Induction of ER stress by electrophiles in HEK293 cells

As in our previous work (23), we employed electrophile probes with two different alkylating chemistries to study the relationship between protein adduction and ER stress. The biotin-tagged thiol-reactive electrophiles IAB and BMCC (Figure 1) display reaction chemistries that are characteristic of many toxicologically relevant electrophiles. IAB reacts with protein thiols by an S_N2 reaction mechanism typical of aliphatic epoxides, and alkyl halides and episulfonium ions, whereas BMCC reacts with thiols by a Michael addition mechanism typical of quinones and α,β-unsaturated carbonyls. We also employed the corresponding non-biotinylated analogs, IAM and NEM in our initial studies of ER stress in HEK 293 cells.

Stevens and colleagues demonstrated that IAM induces upregulation of hsp70 and grp78 expression and causes both apoptotic and necrotic cell death in renal epithelial cells (9, 32). However, sublethal concentrations of IAM induce protective induction of an ER stress response that blocks apoptosis by subsequent IAM treatments (10). To assess the relationship between protein alkylation and induction of ER stress, we treated HEK293 cells with the alkylating agents IAM and NEM and their biotinylated analogs IAB and BMCC. We also treated cells with the bona fide ER stress inducers DTT (an inhibitor of disulfide formation), thapsigargin (an inhibitor of Ca2+-ATPase) and tunicamycin (an inhibitor of protein N-glycosylation). Treatment with 25 μM IAM and 100 μM IAB as well as ER stress inducers substantially increased BiP protein expression in 24 hr (Figure 2). However, treatment with 25 μM NEM or 100 μM BMCC failed to induce BiP expression, suggesting that some protein adduction specific to IAM and IAB induces ER stress.

Treatment of HEK293 cells with 25 μM IAM or 100 μM IAB induced BiP expression, as measured by western blotting (upper panel). Treatment with 25 μM NEM or 100 μM BMCC did not induce BiP expression (lower panel).

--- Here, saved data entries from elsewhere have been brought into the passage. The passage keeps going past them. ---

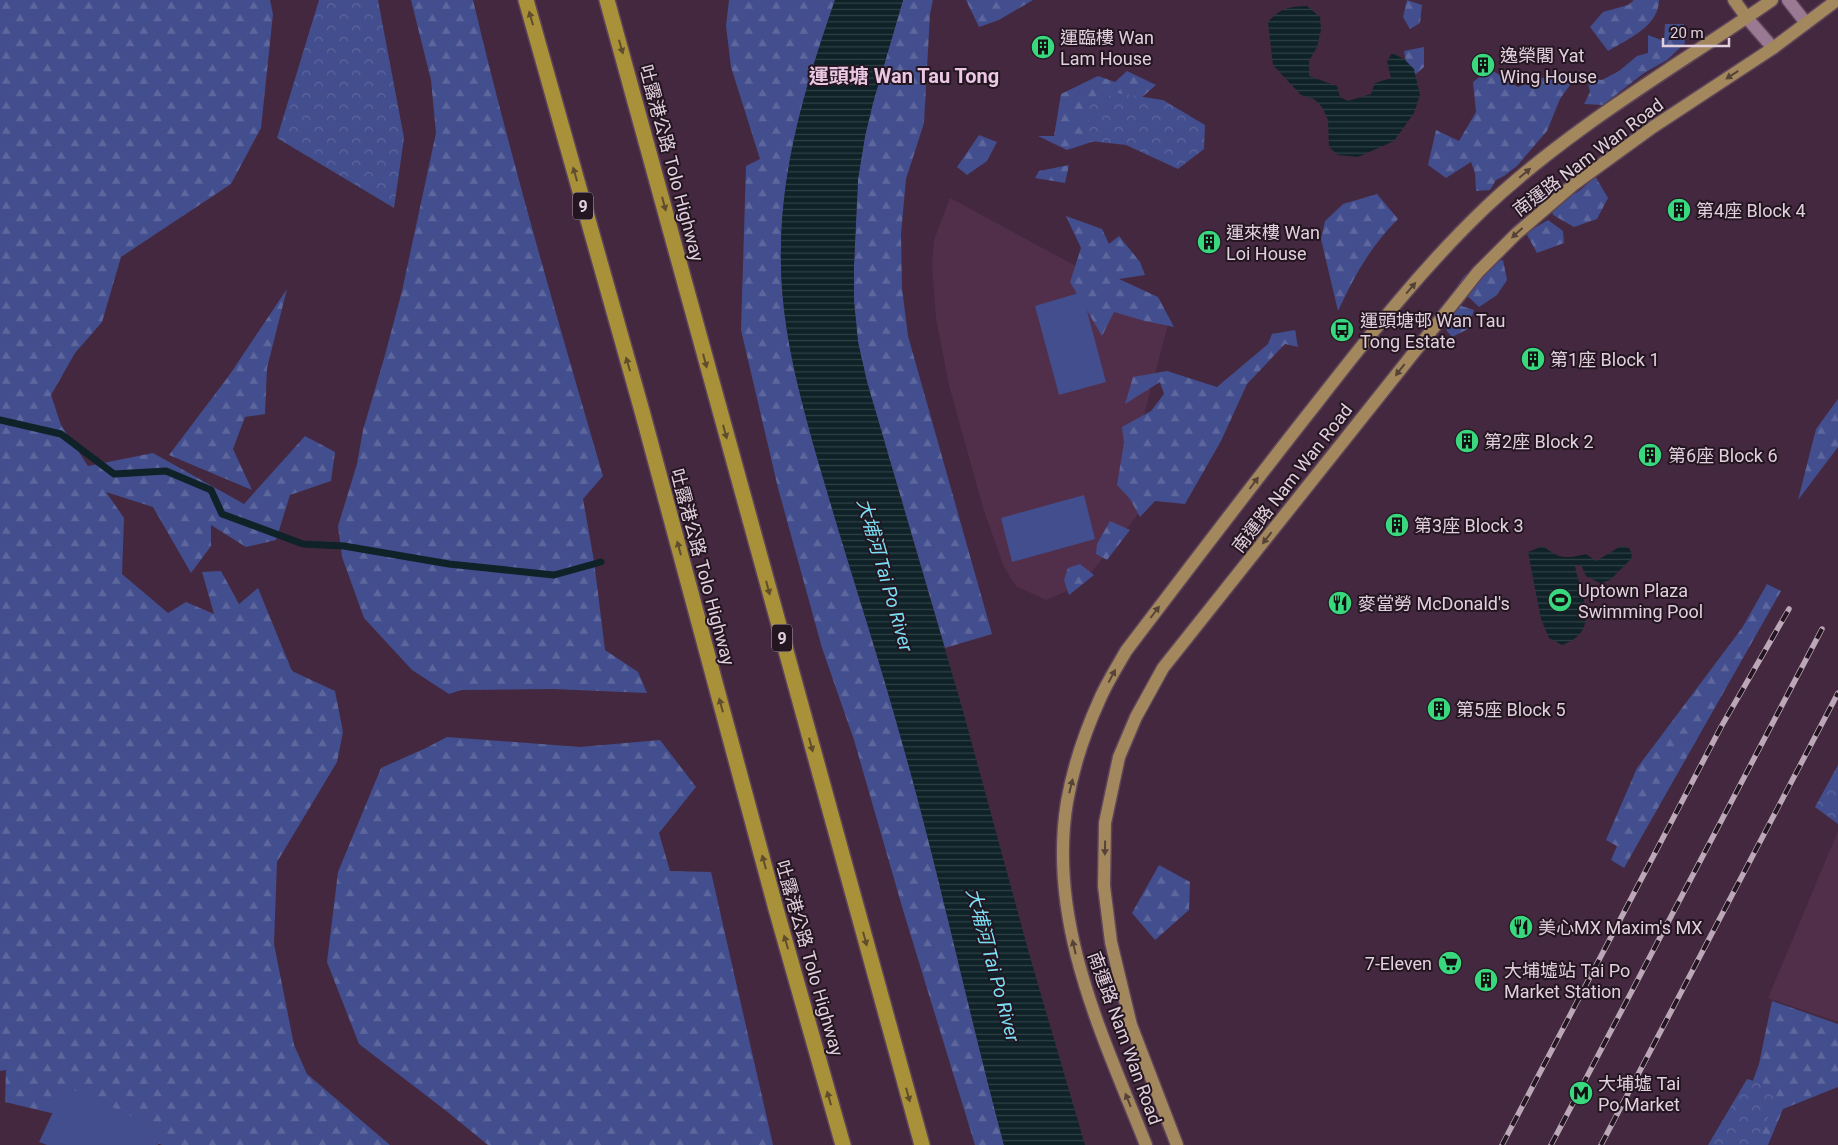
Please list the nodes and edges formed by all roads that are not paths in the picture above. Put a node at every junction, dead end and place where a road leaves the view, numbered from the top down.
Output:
1 (526, 0) edge
2 (607, 0) edge
3 (1734, 0) edge
4 (1772, 0) edge
5 (1788, 0) edge
6 (1837, 0) edge
7 (1747, 18) junction
8 (1806, 23) junction
9 (1773, 48) junction
10 (843, 1145) edge
11 (922, 1145) edge
12 (1146, 1145) edge
13 (1177, 1145) edge

10 -> 1 highway, 吐露港公路 Tolo Highway / 9
2 -> 11 highway, 吐露港公路 Tolo Highway / 9
3 - 7 main road
4 - 7 main road, 南運路 Nam Wan Road
5 - 8 street
6 - 8 main road, 南運路 Nam Wan Road
7 - 9 street
12 -> 7 main road, 南運路 Nam Wan Road
8 - 9 main road, 南運路 Nam Wan Road
9 -> 13 main road, 南運路 Nam Wan Road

Protein targets of IAB and BMCC

Preliminary studies with microsomes prepared from HEK293 cells failed to yield reproducible preparations with a high enough specific content of ER proteins for proteomic analysis (data not shown). The choice of human liver microsomes for these studies was based on the abundance of ER protein targets in these preparations and their utility as a model system to study the bioactivation of model substrates to electrophiles (see below). Electrophile concentration and exposure time was determined empirically, with the objective of producing detectable protein labeling without saturating the available targets (23). Incubation with 100 μM IAB or BMCC produced time-dependent accumulation of adducts (Figure 3) and incubation for 30 min appeared to provide sufficient labeling that did not saturate the pool of protein targets. Visual inspection of the blots indicated clear differences in distribution of adducts formed by IAB and BMCC (Figure 3).

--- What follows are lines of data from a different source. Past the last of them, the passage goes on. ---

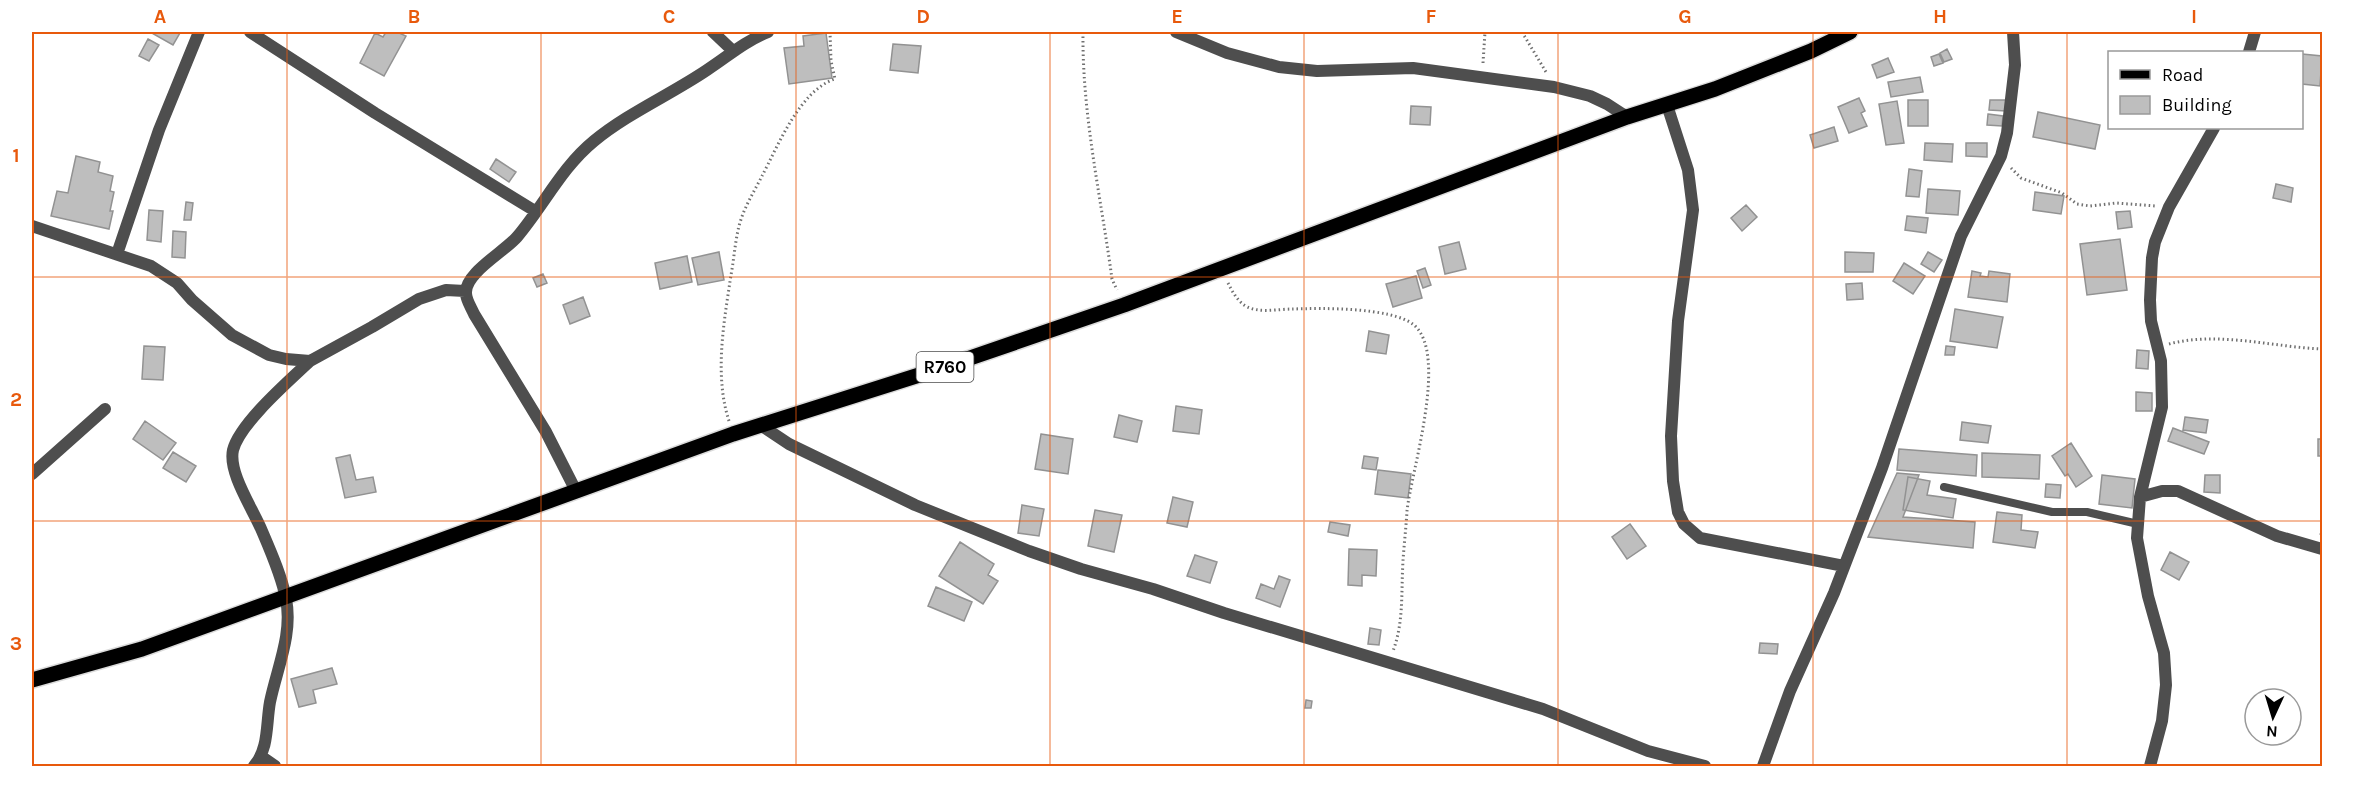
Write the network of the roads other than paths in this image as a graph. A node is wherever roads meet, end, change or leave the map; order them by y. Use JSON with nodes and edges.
{"nodes":[{"id":1,"x":199,"y":32,"type":"edge"},
{"id":2,"x":250,"y":32,"type":"edge"},
{"id":3,"x":713,"y":32,"type":"edge"},
{"id":4,"x":768,"y":32,"type":"edge"},
{"id":5,"x":1176,"y":32,"type":"edge"},
{"id":6,"x":1850,"y":32,"type":"edge"},
{"id":7,"x":2013,"y":32,"type":"edge"},
{"id":8,"x":2255,"y":32,"type":"edge"},
{"id":9,"x":732,"y":50,"type":"junction"},
{"id":10,"x":2249,"y":51,"type":"edge"},
{"id":11,"x":1666,"y":105,"type":"junction"},
{"id":12,"x":1628,"y":117,"type":"junction"},
{"id":13,"x":2213,"y":129,"type":"edge"},
{"id":14,"x":535,"y":212,"type":"junction"},
{"id":15,"x":32,"y":226,"type":"edge"},
{"id":16,"x":117,"y":254,"type":"junction"},
{"id":17,"x":465,"y":291,"type":"junction"},
{"id":18,"x":310,"y":361,"type":"junction"},
{"id":19,"x":105,"y":409,"type":"dead end"},
{"id":20,"x":762,"y":426,"type":"junction"},
{"id":21,"x":32,"y":474,"type":"edge"},
{"id":22,"x":1944,"y":487,"type":"dead end"},
{"id":23,"x":576,"y":491,"type":"junction"},
{"id":24,"x":2140,"y":497,"type":"junction"},
{"id":25,"x":2138,"y":524,"type":"junction"},
{"id":26,"x":2322,"y":549,"type":"edge"},
{"id":27,"x":1844,"y":566,"type":"junction"},
{"id":28,"x":286,"y":597,"type":"junction"},
{"id":29,"x":32,"y":680,"type":"edge"},
{"id":30,"x":258,"y":762,"type":"edge"},
{"id":31,"x":275,"y":766,"type":"edge"},
{"id":32,"x":1705,"y":766,"type":"edge"},
{"id":33,"x":1763,"y":766,"type":"edge"},
{"id":34,"x":2150,"y":766,"type":"edge"}],
"edges":[{"from":1,"to":16,"type":"street"},
{"from":2,"to":14,"type":"street"},
{"from":3,"to":9,"type":"street"},
{"from":4,"to":9,"type":"street"},
{"from":5,"to":12,"type":"street"},
{"from":6,"to":11,"type":"main road","number":"R760"},
{"from":7,"to":27,"type":"street"},
{"from":8,"to":10,"type":"street"},
{"from":9,"to":14,"type":"street"},
{"from":11,"to":12,"type":"main road","number":"R760"},
{"from":11,"to":27,"type":"street"},
{"from":12,"to":20,"type":"main road","number":"R760"},
{"from":13,"to":24,"type":"street"},
{"from":14,"to":17,"type":"street"},
{"from":15,"to":16,"type":"street"},
{"from":16,"to":18,"type":"street"},
{"from":17,"to":18,"type":"street"},
{"from":17,"to":23,"type":"street"},
{"from":18,"to":28,"type":"street"},
{"from":19,"to":21,"type":"street"},
{"from":20,"to":23,"type":"main road","number":"R760"},
{"from":20,"to":32,"type":"street"},
{"from":22,"to":25,"type":"lane"},
{"from":23,"to":28,"type":"main road","number":"R760"},
{"from":24,"to":25,"type":"street"},
{"from":24,"to":26,"type":"street"},
{"from":25,"to":34,"type":"street"},
{"from":27,"to":33,"type":"street"},
{"from":28,"to":29,"type":"main road","number":"R760"},
{"from":28,"to":30,"type":"street"},
{"from":30,"to":31,"type":"street"}]}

Time-dependent increase in covalent adduction of human liver microsomal proteins by 100 μM IAB and BMCC. After exposures to the electrophiles for the times indicated, samples of microsomal protein were analyzed by SDS-PAGE and western blotting with streptavidin. Note differences in adduction patterns produced by IAB and BMCC.

The major challenge in analyzing microsomal protein targets of electrophiles is the presence of many hydrophobic and membrane-associated proteins. We used the “GeLC-MS” approach, in which the proteins are resolved by 1D SDS-PAGE, the gel is then sliced into fractions and tryptic peptides are generated by in-gel digestion (33, 34). This method separates membrane proteins from detergents and other common contaminants of membrane preparations and enables efficient digestion even of hydrophobic membrane proteins. Adducted peptides from the in-gel digests were captured with streptavidin-conjugated sepharose beads and then subjected to LC-MS-MS analysis.

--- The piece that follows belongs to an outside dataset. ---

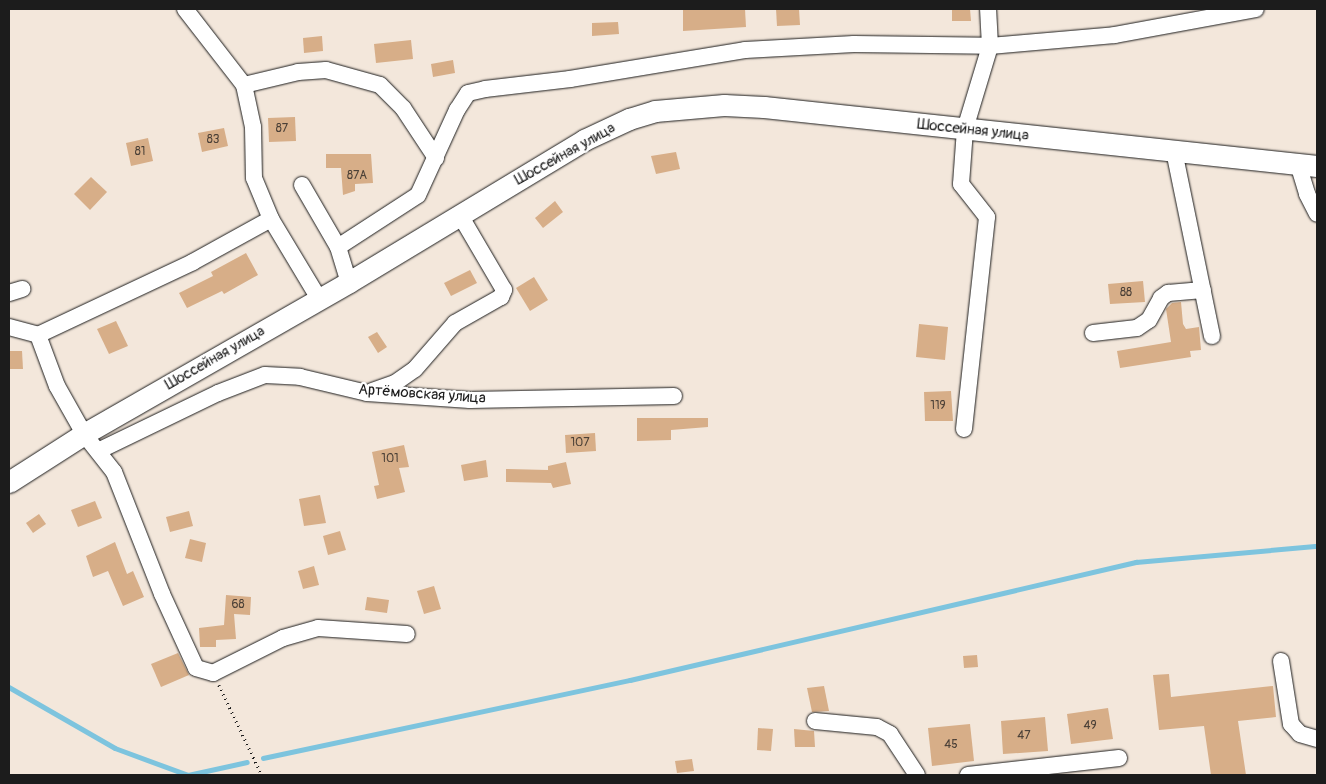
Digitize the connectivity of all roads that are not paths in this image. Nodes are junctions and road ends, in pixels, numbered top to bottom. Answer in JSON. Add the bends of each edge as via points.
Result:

Peptide adducts were identified by database searching with Sequest (28), in which variable modifications to cysteines were specified as the expected adduct masses or their S-oxidized forms (+534/+550 Da for BMCC and +382/+398 for IAB). (We commonly observe S-oxidation of thioethers from in gel tryptic digests; the adducts contain oxidizable sulfur atoms in the biotin ring and the alkylated cysteine linkage.) Diagnostic b- and y-ion fragments allowed mapping of adducts to specific cysteines. Only peptide adducts that were detected in at least three of five experiments were accepted.

A total of 376 modified peptides derived from 263 proteins were identified and 243 of these were adducted by IAB and 223 by BMCC (Figure 4A). Several representative adduct MS-MS spectra are shown in Figures S1 and a complete list of the identified protein targets of IAB and BMCC are presented in Tables S1 and S2, respectively (Supporting Information). Approximately 36% of the identified IAB targets were annotated in the UniRef100 database as localized to the ER, whereas 26% and 20% are annotated as localized to cytoplasm and mitochondria, respectively. Similarly, 31% of BMCC adduct targets were annotated as ER proteins, whereas 25% are cytoplasmic and 22% mitochondrial. Smaller percentages (<5%) of the remaining protein targets carried nuclear, peroxisomal, lysosomal, plasma membrane or Golgi localization annotations. Among targets annotated as ER proteins, a total of 114 cysteines in 69 proteins were identified (Figure 4B). Covalent adduction of over 90% of the adducted proteins occurred at one or two cysteine residues (Figure 5), which is consistent with adduction frequency within protein sequences observed with cytoplasmic and nuclear proteins (23).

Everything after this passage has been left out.